As a teenager, I found an ease with everyone else’s mothers but my own. Friends’ moms seemed to love me. Being with them was easy in a way being with my mother never was. And while, at first, I would embrace it, guilt eventually took over.

Adoption and its processes are a series of agreements and contracts. Most adoptive and birth parents all know they’re agreeing to something, but it falls to the adoptee to carry the burden of meeting the expectations attached to those agreements. Being an adoptee has sometimes felt as though I’d inherited an oath, a debt I’d never be able to repay. Someone had pledged my loyalty on my behalf, and I couldn’t escape it.

When my partner proposed, I knew he wasn’t just asking to grow old together — he was asking me to join his family, to be part of his tribe, to belong.

They say you don’t just marry a person, you marry their entire family. When my partner proposed, I knew he wasn’t just asking to grow old together — he was asking me to join his family, to be part of his tribe, to belong. And while I said “yes” wholeheartedly, I can’t help but think about the mother, the family, the life that discarded me, that I never knew and may never know. I wonder how many new sons and daughters they have welcomed into their tribe, and if they ever think about me.

I often wonder what my life — what I — would look like had my biological mother not relinquished me. I wonder if we have the same laugh, if I’m built more like my biological father, if I have my grandmother’s discerning stare.
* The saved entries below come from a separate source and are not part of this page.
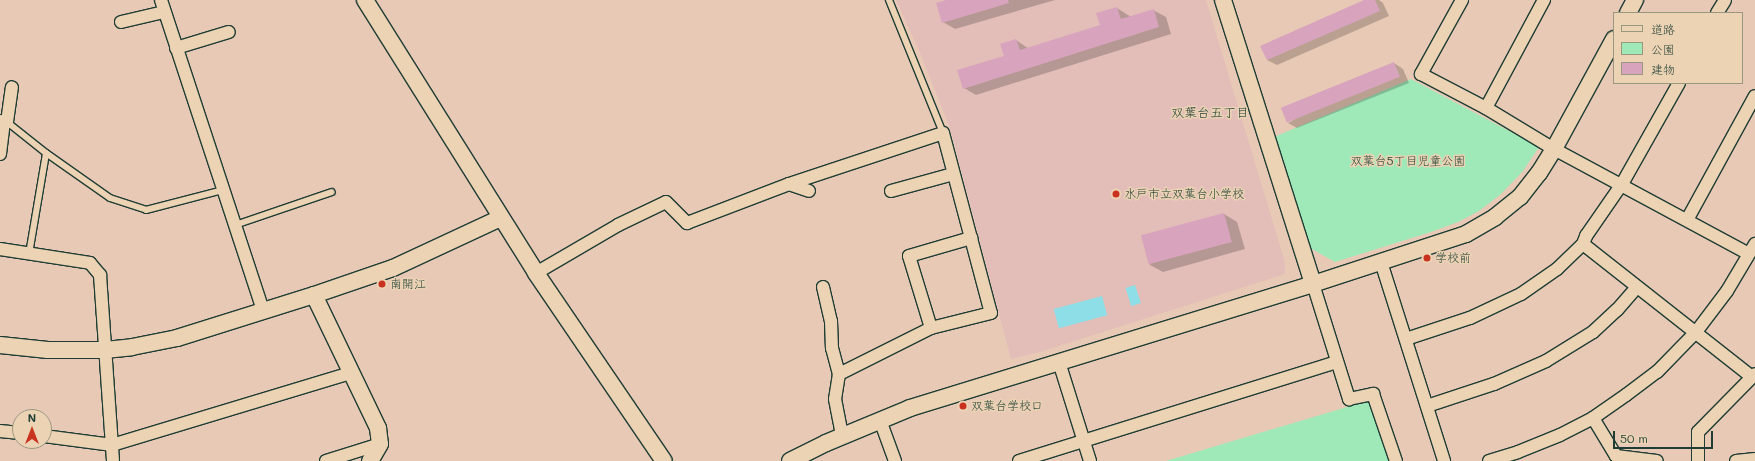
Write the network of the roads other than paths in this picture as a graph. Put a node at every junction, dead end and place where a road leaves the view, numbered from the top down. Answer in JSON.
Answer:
{"nodes":[{"id":1,"x":161,"y":0,"type":"edge"},
{"id":2,"x":365,"y":0,"type":"edge"},
{"id":3,"x":889,"y":0,"type":"edge"},
{"id":4,"x":1223,"y":0,"type":"edge"},
{"id":5,"x":1462,"y":0,"type":"edge"},
{"id":6,"x":1544,"y":0,"type":"edge"},
{"id":7,"x":1635,"y":0,"type":"edge"},
{"id":8,"x":1725,"y":0,"type":"edge"},
{"id":9,"x":164,"y":12,"type":"junction"},
{"id":10,"x":1629,"y":12,"type":"edge"},
{"id":11,"x":1718,"y":12,"type":"edge"},
{"id":12,"x":121,"y":22,"type":"dead end"},
{"id":13,"x":229,"y":32,"type":"dead end"},
{"id":14,"x":1613,"y":41,"type":"edge"},
{"id":15,"x":176,"y":48,"type":"junction"},
{"id":16,"x":1678,"y":84,"type":"edge"},
{"id":17,"x":12,"y":87,"type":"dead end"},
{"id":18,"x":1755,"y":96,"type":"edge"},
{"id":19,"x":1486,"y":108,"type":"junction"},
{"id":20,"x":4,"y":121,"type":"edge"},
{"id":21,"x":942,"y":133,"type":"junction"},
{"id":22,"x":1554,"y":149,"type":"junction"},
{"id":23,"x":46,"y":153,"type":"junction"},
{"id":24,"x":0,"y":154,"type":"edge"},
{"id":25,"x":953,"y":174,"type":"junction"},
{"id":26,"x":789,"y":184,"type":"junction"},
{"id":27,"x":1622,"y":184,"type":"junction"},
{"id":28,"x":223,"y":190,"type":"junction"},
{"id":29,"x":809,"y":191,"type":"dead end"},
{"id":30,"x":891,"y":191,"type":"dead end"},
{"id":31,"x":332,"y":192,"type":"dead end"},
{"id":32,"x":500,"y":218,"type":"junction"},
{"id":33,"x":1687,"y":220,"type":"junction"},
{"id":34,"x":234,"y":225,"type":"junction"},
{"id":35,"x":971,"y":238,"type":"junction"},
{"id":36,"x":1583,"y":244,"type":"junction"},
{"id":37,"x":0,"y":249,"type":"edge"},
{"id":38,"x":1752,"y":249,"type":"edge"},
{"id":39,"x":29,"y":254,"type":"junction"},
{"id":40,"x":1381,"y":262,"type":"junction"},
{"id":41,"x":536,"y":273,"type":"junction"},
{"id":42,"x":1313,"y":284,"type":"junction"},
{"id":43,"x":823,"y":287,"type":"dead end"},
{"id":44,"x":1637,"y":287,"type":"junction"},
{"id":45,"x":314,"y":295,"type":"junction"},
{"id":46,"x":263,"y":311,"type":"junction"},
{"id":47,"x":931,"y":328,"type":"junction"},
{"id":48,"x":1696,"y":332,"type":"junction"},
{"id":49,"x":1406,"y":339,"type":"junction"},
{"id":50,"x":0,"y":345,"type":"edge"},
{"id":51,"x":104,"y":350,"type":"junction"},
{"id":52,"x":1059,"y":362,"type":"junction"},
{"id":53,"x":1336,"y":362,"type":"junction"},
{"id":54,"x":351,"y":373,"type":"junction"},
{"id":55,"x":839,"y":374,"type":"junction"},
{"id":56,"x":1754,"y":376,"type":"edge"},
{"id":57,"x":1427,"y":406,"type":"junction"},
{"id":58,"x":1593,"y":418,"type":"junction"},
{"id":59,"x":880,"y":420,"type":"junction"},
{"id":60,"x":0,"y":431,"type":"edge"},
{"id":61,"x":12,"y":432,"type":"edge"},
{"id":62,"x":842,"y":436,"type":"junction"},
{"id":63,"x":52,"y":437,"type":"edge"},
{"id":64,"x":1084,"y":442,"type":"junction"},
{"id":65,"x":380,"y":444,"type":"junction"},
{"id":66,"x":112,"y":446,"type":"junction"},
{"id":67,"x":1755,"y":459,"type":"edge"},
{"id":68,"x":113,"y":461,"type":"edge"},
{"id":69,"x":326,"y":461,"type":"edge"},
{"id":70,"x":370,"y":461,"type":"edge"},
{"id":71,"x":664,"y":461,"type":"edge"},
{"id":72,"x":790,"y":461,"type":"edge"},
{"id":73,"x":895,"y":461,"type":"edge"},
{"id":74,"x":1020,"y":461,"type":"edge"},
{"id":75,"x":1090,"y":461,"type":"edge"},
{"id":76,"x":1396,"y":461,"type":"edge"},
{"id":77,"x":1444,"y":461,"type":"edge"},
{"id":78,"x":1489,"y":461,"type":"edge"},
{"id":79,"x":1657,"y":461,"type":"edge"},
{"id":80,"x":1698,"y":461,"type":"edge"},
{"id":81,"x":1736,"y":461,"type":"edge"}],
"edges":[{"from":1,"to":9,"type":"street"},
{"from":2,"to":32,"type":"street"},
{"from":3,"to":21,"type":"lane"},
{"from":4,"to":42,"type":"street"},
{"from":5,"to":19,"type":"street"},
{"from":6,"to":19,"type":"street"},
{"from":7,"to":10,"type":"street"},
{"from":8,"to":11,"type":"street"},
{"from":9,"to":12,"type":"street"},
{"from":9,"to":15,"type":"street"},
{"from":13,"to":15,"type":"street"},
{"from":14,"to":22,"type":"street"},
{"from":15,"to":28,"type":"street"},
{"from":16,"to":27,"type":"street"},
{"from":17,"to":20,"type":"street"},
{"from":18,"to":33,"type":"street"},
{"from":19,"to":22,"type":"street"},
{"from":20,"to":23,"type":"lane"},
{"from":20,"to":24,"type":"street"},
{"from":21,"to":25,"type":"street"},
{"from":21,"to":26,"type":"street"},
{"from":22,"to":27,"type":"street"},
{"from":22,"to":40,"type":"street"},
{"from":23,"to":28,"type":"lane"},
{"from":23,"to":39,"type":"lane"},
{"from":25,"to":30,"type":"street"},
{"from":25,"to":35,"type":"street"},
{"from":26,"to":29,"type":"street"},
{"from":26,"to":41,"type":"street"},
{"from":27,"to":33,"type":"street"},
{"from":27,"to":36,"type":"street"},
{"from":28,"to":34,"type":"street"},
{"from":31,"to":34,"type":"lane"},
{"from":32,"to":41,"type":"street"},
{"from":32,"to":45,"type":"street"},
{"from":33,"to":38,"type":"street"},
{"from":34,"to":46,"type":"street"},
{"from":35,"to":47,"type":"street"},
{"from":35,"to":47,"type":"street"},
{"from":36,"to":44,"type":"street"},
{"from":36,"to":49,"type":"street"},
{"from":37,"to":39,"type":"street"},
{"from":38,"to":48,"type":"street"},
{"from":39,"to":51,"type":"street"},
{"from":40,"to":42,"type":"street"},
{"from":40,"to":49,"type":"street"},
{"from":41,"to":71,"type":"street"},
{"from":42,"to":52,"type":"street"},
{"from":42,"to":53,"type":"street"},
{"from":43,"to":55,"type":"street"},
{"from":44,"to":48,"type":"street"},
{"from":44,"to":57,"type":"street"},
{"from":45,"to":46,"type":"street"},
{"from":45,"to":54,"type":"street"},
{"from":46,"to":51,"type":"street"},
{"from":47,"to":55,"type":"street"},
{"from":48,"to":56,"type":"street"},
{"from":48,"to":58,"type":"street"},
{"from":49,"to":57,"type":"street"},
{"from":50,"to":51,"type":"street"},
{"from":51,"to":66,"type":"street"},
{"from":52,"to":59,"type":"street"},
{"from":52,"to":64,"type":"street"},
{"from":53,"to":64,"type":"street"},
{"from":53,"to":76,"type":"street"},
{"from":54,"to":65,"type":"street"},
{"from":54,"to":66,"type":"street"},
{"from":55,"to":62,"type":"street"},
{"from":56,"to":80,"type":"street"},
{"from":57,"to":77,"type":"street"},
{"from":58,"to":78,"type":"street"},
{"from":58,"to":79,"type":"street"},
{"from":59,"to":62,"type":"street"},
{"from":59,"to":73,"type":"street"},
{"from":60,"to":61,"type":"street"},
{"from":62,"to":72,"type":"street"},
{"from":63,"to":66,"type":"street"},
{"from":64,"to":74,"type":"street"},
{"from":64,"to":75,"type":"street"},
{"from":65,"to":69,"type":"street"},
{"from":65,"to":70,"type":"street"},
{"from":66,"to":68,"type":"street"},
{"from":67,"to":81,"type":"street"}]}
I wonder what traditions we’d be embracing as we prepare for my wedding. I Googled “Korean wedding traditions” but realized I couldn’t tell which ones were authentic. After all, how would I know?

It took a long time to understand multiple things can be true at the same time, and that love isn’t mutually exclusive. Being curious about my birth parents, and where I was born, does not mean I don’t love my adoptive parents and where I grew up. Being Korean does not make me less American and being American does not make me less Korean. And embracing a new family does not mean I am turning my back on the family that has loved me my entire life.

And so as I prepare to walk down the aisle — into a new phase of my relationship with my partner, into a new family, into the future — I am constantly reminding myself that I know who I am, that I am capable of finding balance, and that love isn’t finite.